When you come to a new country, you do want to be relatively in the midst of things, or close by so that you can partake of whatever life it is that the new place offers. IN that location I could simply never never do it. Coming out to a new part of the country was difficult as it is, being in a small, back-of-the-beyond place did nothing to help me in any way. But I cannot but acknowledge with greatest gratitude the kindness of my neighbours- Hyginus (who was my landlord) and Joanita (immediate neighbour in whose yard numerous cats, fowls and pigs roam).
Now we have moved to the outskirts of Margao, a prominent city of the Southern part of Goa- a noisy, hustling, warm and slothful city just the way the entire Goa could be seen.
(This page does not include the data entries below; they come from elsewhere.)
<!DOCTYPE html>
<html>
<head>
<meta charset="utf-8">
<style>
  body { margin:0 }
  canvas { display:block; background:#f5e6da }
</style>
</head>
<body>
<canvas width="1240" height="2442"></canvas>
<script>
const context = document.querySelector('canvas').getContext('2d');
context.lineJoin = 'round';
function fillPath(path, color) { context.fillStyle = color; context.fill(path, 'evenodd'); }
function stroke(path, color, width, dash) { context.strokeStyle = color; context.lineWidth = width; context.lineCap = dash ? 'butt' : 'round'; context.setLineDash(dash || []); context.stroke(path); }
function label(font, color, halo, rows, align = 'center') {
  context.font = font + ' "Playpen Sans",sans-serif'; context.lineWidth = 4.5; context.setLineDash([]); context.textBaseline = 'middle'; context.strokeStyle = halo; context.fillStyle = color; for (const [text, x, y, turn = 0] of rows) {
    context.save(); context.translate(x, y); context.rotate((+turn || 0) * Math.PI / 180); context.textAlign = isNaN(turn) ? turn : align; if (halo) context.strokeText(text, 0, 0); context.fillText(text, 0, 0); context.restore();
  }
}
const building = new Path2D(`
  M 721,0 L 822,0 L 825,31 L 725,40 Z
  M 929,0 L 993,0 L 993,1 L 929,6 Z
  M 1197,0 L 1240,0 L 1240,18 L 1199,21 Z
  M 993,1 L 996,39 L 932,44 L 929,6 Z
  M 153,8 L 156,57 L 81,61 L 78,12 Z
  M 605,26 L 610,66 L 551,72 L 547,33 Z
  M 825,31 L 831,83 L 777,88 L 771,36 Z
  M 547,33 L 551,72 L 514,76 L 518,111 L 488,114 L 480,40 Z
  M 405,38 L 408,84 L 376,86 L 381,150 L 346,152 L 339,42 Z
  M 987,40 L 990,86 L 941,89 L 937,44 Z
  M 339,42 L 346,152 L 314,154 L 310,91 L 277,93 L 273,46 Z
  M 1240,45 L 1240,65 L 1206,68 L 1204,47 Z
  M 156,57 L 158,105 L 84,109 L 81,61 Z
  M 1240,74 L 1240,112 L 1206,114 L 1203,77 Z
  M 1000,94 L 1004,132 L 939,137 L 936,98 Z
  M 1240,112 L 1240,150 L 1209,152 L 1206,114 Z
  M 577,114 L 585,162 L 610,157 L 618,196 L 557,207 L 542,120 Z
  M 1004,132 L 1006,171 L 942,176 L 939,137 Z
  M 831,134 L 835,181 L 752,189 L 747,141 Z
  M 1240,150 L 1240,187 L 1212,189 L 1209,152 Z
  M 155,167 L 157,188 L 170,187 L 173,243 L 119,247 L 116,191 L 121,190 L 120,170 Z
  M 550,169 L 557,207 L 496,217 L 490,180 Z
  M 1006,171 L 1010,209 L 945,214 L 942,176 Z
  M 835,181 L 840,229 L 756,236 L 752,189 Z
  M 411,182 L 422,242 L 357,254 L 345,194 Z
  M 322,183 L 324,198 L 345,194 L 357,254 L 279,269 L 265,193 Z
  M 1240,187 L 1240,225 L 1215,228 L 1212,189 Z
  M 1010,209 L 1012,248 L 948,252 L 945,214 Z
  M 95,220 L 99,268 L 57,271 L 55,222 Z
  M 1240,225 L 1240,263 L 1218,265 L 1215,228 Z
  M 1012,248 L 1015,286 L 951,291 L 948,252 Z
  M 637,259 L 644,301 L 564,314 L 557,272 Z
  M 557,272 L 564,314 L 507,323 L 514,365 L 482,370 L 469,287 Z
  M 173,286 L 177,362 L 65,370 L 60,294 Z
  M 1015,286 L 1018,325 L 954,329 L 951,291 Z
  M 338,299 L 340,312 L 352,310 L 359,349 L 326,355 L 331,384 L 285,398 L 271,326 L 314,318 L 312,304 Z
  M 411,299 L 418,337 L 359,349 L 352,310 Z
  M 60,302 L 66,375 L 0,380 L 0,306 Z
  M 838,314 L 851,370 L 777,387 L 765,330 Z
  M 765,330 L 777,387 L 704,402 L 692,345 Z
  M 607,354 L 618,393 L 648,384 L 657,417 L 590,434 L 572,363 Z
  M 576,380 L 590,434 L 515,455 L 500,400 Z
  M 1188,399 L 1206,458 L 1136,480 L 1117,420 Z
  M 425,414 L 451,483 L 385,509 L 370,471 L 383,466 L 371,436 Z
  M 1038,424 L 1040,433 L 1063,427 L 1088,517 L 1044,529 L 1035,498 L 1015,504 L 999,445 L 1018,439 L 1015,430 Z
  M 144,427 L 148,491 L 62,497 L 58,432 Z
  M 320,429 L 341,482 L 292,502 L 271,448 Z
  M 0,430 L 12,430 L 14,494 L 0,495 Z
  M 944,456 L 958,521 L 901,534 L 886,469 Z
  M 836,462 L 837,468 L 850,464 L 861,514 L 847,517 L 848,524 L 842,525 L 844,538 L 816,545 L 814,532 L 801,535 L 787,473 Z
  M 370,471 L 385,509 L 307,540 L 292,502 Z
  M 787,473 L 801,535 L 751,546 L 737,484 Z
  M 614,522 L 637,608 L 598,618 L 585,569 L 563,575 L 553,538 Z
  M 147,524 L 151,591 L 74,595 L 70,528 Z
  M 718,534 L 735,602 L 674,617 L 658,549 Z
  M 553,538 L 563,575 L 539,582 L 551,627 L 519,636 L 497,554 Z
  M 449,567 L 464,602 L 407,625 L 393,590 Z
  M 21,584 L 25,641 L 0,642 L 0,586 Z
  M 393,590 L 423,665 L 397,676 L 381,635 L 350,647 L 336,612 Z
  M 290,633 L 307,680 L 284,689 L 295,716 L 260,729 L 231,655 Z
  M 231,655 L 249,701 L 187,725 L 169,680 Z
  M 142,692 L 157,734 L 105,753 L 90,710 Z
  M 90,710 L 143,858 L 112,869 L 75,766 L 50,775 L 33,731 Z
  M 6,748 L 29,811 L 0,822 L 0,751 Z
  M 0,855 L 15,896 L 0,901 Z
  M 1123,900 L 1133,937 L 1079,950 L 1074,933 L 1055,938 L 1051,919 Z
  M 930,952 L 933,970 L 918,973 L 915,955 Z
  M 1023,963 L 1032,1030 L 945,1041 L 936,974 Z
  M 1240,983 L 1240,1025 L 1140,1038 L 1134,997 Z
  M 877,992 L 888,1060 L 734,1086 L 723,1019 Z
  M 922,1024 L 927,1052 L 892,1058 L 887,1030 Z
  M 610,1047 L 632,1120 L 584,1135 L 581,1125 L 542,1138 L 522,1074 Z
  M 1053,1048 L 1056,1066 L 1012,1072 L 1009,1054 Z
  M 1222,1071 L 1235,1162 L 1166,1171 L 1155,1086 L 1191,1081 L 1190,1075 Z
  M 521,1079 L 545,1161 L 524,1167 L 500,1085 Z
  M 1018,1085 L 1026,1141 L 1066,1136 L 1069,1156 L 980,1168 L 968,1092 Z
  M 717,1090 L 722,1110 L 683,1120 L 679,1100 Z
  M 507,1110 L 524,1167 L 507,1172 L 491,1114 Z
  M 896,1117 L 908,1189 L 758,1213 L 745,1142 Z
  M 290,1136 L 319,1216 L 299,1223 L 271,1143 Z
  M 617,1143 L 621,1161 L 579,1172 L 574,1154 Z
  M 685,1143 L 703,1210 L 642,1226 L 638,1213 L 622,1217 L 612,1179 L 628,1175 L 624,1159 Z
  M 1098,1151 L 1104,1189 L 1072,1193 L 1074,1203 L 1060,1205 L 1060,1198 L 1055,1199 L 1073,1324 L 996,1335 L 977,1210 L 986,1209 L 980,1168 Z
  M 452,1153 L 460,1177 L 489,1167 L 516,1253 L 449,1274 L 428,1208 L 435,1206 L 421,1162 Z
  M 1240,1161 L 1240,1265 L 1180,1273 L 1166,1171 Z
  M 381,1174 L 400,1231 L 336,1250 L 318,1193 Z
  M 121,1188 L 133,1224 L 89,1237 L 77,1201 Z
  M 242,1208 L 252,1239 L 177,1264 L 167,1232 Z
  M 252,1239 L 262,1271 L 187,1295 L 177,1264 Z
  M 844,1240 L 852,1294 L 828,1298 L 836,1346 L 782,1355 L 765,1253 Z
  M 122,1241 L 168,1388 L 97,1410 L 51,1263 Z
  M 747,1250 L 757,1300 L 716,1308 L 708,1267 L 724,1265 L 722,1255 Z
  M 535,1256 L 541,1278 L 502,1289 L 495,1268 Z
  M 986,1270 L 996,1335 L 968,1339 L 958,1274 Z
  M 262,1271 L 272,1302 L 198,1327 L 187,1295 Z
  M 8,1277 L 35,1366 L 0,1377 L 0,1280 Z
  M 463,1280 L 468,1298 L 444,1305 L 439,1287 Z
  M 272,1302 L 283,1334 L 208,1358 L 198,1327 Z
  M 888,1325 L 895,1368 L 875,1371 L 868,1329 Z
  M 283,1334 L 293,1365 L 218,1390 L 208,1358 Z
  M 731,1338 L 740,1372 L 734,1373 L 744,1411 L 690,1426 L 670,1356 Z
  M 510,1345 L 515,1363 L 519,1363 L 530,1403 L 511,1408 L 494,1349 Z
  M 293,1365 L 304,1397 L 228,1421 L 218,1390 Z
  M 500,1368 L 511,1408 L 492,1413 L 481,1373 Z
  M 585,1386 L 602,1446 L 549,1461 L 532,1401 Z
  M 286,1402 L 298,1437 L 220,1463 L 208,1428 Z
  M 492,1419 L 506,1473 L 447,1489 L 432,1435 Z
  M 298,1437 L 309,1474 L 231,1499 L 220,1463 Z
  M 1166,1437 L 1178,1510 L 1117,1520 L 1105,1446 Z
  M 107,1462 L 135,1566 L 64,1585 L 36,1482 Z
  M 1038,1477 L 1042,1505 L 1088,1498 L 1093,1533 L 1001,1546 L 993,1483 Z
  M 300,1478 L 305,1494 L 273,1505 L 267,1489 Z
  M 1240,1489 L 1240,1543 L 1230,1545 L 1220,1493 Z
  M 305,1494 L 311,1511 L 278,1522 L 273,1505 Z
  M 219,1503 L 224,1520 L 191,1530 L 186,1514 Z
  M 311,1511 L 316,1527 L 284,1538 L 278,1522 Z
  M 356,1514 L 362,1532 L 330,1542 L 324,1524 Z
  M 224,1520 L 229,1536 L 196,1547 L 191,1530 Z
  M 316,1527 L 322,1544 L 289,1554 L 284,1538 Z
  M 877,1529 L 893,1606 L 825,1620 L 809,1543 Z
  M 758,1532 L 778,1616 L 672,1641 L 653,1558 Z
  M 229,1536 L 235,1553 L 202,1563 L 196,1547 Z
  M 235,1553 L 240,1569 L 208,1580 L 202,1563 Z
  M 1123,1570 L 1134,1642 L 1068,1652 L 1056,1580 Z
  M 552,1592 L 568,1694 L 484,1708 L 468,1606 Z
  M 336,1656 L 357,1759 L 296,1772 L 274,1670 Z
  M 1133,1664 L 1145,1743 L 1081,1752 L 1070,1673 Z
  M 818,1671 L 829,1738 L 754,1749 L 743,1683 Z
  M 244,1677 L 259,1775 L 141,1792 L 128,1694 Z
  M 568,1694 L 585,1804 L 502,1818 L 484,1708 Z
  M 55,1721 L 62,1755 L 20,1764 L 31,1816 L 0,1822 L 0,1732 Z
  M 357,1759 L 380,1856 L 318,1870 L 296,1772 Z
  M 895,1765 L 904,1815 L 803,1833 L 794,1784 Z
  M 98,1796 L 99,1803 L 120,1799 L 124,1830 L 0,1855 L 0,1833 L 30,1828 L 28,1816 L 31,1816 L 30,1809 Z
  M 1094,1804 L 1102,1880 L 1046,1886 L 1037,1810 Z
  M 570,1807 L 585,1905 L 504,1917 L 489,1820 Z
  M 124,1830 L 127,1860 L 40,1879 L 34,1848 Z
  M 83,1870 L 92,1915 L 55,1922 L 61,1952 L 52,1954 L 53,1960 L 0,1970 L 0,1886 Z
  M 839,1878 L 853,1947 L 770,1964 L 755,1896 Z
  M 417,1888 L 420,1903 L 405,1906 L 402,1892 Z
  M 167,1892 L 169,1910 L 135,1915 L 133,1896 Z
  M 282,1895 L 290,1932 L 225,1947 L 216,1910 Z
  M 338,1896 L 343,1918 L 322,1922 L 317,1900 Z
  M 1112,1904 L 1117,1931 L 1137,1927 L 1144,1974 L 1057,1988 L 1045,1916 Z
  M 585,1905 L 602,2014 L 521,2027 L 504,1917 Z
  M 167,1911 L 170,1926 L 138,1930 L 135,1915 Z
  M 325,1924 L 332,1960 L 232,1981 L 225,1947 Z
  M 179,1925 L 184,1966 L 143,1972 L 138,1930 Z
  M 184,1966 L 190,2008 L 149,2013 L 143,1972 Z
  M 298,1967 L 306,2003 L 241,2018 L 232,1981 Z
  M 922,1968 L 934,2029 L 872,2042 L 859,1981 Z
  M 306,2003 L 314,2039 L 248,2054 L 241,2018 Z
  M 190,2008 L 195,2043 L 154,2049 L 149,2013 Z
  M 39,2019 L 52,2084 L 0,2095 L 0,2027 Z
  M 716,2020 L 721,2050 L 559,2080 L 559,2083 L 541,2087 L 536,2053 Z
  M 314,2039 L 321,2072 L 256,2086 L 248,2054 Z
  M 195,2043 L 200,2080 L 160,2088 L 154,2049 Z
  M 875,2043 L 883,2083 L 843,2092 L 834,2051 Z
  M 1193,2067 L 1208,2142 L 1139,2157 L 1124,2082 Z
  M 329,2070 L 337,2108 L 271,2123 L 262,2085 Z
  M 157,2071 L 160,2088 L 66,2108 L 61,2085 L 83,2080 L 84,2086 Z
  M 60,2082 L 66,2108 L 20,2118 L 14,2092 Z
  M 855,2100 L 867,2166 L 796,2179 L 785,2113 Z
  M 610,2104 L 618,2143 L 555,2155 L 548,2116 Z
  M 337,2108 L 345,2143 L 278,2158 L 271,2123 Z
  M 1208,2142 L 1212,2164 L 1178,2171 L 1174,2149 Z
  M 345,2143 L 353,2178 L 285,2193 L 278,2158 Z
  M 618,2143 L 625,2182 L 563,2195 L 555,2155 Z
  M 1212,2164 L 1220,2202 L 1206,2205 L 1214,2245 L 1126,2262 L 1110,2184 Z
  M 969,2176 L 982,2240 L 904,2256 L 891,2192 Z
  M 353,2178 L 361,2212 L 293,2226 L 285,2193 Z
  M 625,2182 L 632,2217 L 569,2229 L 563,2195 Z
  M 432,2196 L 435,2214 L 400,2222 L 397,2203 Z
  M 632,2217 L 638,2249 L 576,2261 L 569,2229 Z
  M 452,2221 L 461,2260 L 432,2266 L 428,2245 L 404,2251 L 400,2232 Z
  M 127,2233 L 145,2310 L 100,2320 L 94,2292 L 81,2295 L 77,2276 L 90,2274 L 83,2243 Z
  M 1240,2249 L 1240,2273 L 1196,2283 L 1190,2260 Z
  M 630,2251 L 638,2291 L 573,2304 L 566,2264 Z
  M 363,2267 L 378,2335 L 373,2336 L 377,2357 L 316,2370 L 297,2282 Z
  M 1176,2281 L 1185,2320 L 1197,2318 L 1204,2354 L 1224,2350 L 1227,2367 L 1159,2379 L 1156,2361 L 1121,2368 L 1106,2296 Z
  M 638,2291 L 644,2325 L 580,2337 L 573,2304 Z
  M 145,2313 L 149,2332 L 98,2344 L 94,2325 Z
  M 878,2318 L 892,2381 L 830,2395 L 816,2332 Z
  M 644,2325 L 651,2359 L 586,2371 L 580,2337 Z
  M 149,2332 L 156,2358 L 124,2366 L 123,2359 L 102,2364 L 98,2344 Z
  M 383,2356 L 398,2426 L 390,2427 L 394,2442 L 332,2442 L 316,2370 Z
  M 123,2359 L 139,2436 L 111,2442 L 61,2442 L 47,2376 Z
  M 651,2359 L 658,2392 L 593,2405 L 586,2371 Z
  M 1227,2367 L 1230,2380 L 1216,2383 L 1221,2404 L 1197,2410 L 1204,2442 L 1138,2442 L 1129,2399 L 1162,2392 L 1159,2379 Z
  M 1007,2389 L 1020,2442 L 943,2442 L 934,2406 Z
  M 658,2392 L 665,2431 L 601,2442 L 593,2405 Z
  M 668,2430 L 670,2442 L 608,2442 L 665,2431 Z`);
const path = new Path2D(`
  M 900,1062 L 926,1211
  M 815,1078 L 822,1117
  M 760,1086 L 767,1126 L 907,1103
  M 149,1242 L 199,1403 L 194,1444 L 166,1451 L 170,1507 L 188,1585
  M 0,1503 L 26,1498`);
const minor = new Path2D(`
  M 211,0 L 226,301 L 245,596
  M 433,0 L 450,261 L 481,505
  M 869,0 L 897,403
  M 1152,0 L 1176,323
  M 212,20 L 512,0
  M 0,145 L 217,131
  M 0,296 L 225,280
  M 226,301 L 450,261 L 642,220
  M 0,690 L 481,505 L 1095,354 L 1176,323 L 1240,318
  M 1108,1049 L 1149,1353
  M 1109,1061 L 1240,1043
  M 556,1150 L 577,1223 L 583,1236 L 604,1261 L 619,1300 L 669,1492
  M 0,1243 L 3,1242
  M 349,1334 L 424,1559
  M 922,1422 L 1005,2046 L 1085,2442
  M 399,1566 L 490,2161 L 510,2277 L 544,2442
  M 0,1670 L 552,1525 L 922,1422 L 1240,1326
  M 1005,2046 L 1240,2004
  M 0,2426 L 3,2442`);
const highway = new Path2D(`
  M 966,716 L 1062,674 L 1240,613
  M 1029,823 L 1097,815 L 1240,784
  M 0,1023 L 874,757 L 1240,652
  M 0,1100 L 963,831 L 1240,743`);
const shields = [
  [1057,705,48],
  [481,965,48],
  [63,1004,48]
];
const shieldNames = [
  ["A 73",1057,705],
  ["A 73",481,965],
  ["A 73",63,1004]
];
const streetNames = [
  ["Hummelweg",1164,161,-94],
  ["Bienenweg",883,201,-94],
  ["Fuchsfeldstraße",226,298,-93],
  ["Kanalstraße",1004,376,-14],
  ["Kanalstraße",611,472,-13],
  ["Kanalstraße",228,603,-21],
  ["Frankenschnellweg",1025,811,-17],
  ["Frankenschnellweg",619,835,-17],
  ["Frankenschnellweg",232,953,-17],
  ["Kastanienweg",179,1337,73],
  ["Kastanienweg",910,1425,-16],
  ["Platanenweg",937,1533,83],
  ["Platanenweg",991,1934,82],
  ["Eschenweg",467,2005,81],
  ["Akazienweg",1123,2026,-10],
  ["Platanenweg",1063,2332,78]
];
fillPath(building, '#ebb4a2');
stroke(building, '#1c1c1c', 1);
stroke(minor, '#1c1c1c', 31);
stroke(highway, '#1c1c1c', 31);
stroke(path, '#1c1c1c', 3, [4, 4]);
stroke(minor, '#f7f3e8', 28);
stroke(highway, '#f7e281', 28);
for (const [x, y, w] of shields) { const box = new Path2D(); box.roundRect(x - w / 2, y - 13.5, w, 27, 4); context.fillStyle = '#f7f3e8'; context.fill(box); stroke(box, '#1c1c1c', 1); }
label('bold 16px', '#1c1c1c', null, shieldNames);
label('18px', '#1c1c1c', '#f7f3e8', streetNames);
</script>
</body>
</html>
However, because it is a city and not the country anymore, life is a little more pacy, active and energetic.
These days I find myself without a camera and other problems of this new location are so numerous that it makes me worry whether life here is even sustainable, notwithstanding the kindness of the landlord. The phone lines are just struck, on their route to being transferred from the village- the phone provider does not supply phone lines to this neighbourhood. I would have to go and meet the General Manager, telephones to discuss this issue. These are what I call the structural bottlenecks of living in smaller places in India- the slap of difficult attitudes about thigns as small, shall I say inane, as phone/internet connections.
As of now, which is nearly more than three weeks of my moving into the new home, for reasons of the phones I am extremely exasperated; for several other reasons, though’ I am somewhat happy and for some uncorrelated reasons (that come from the professional and academic domains) I am perplexed. Keeping my fingers crossed that this new place will be something conducive to my work and future. Much as I would like to, I do not have a device yet to click pictures of the green hill that is there right ahead of my house, and which I can see every time I look out of my eastern windows and doors- both on the ground and the first floors of this new house in Cupangale.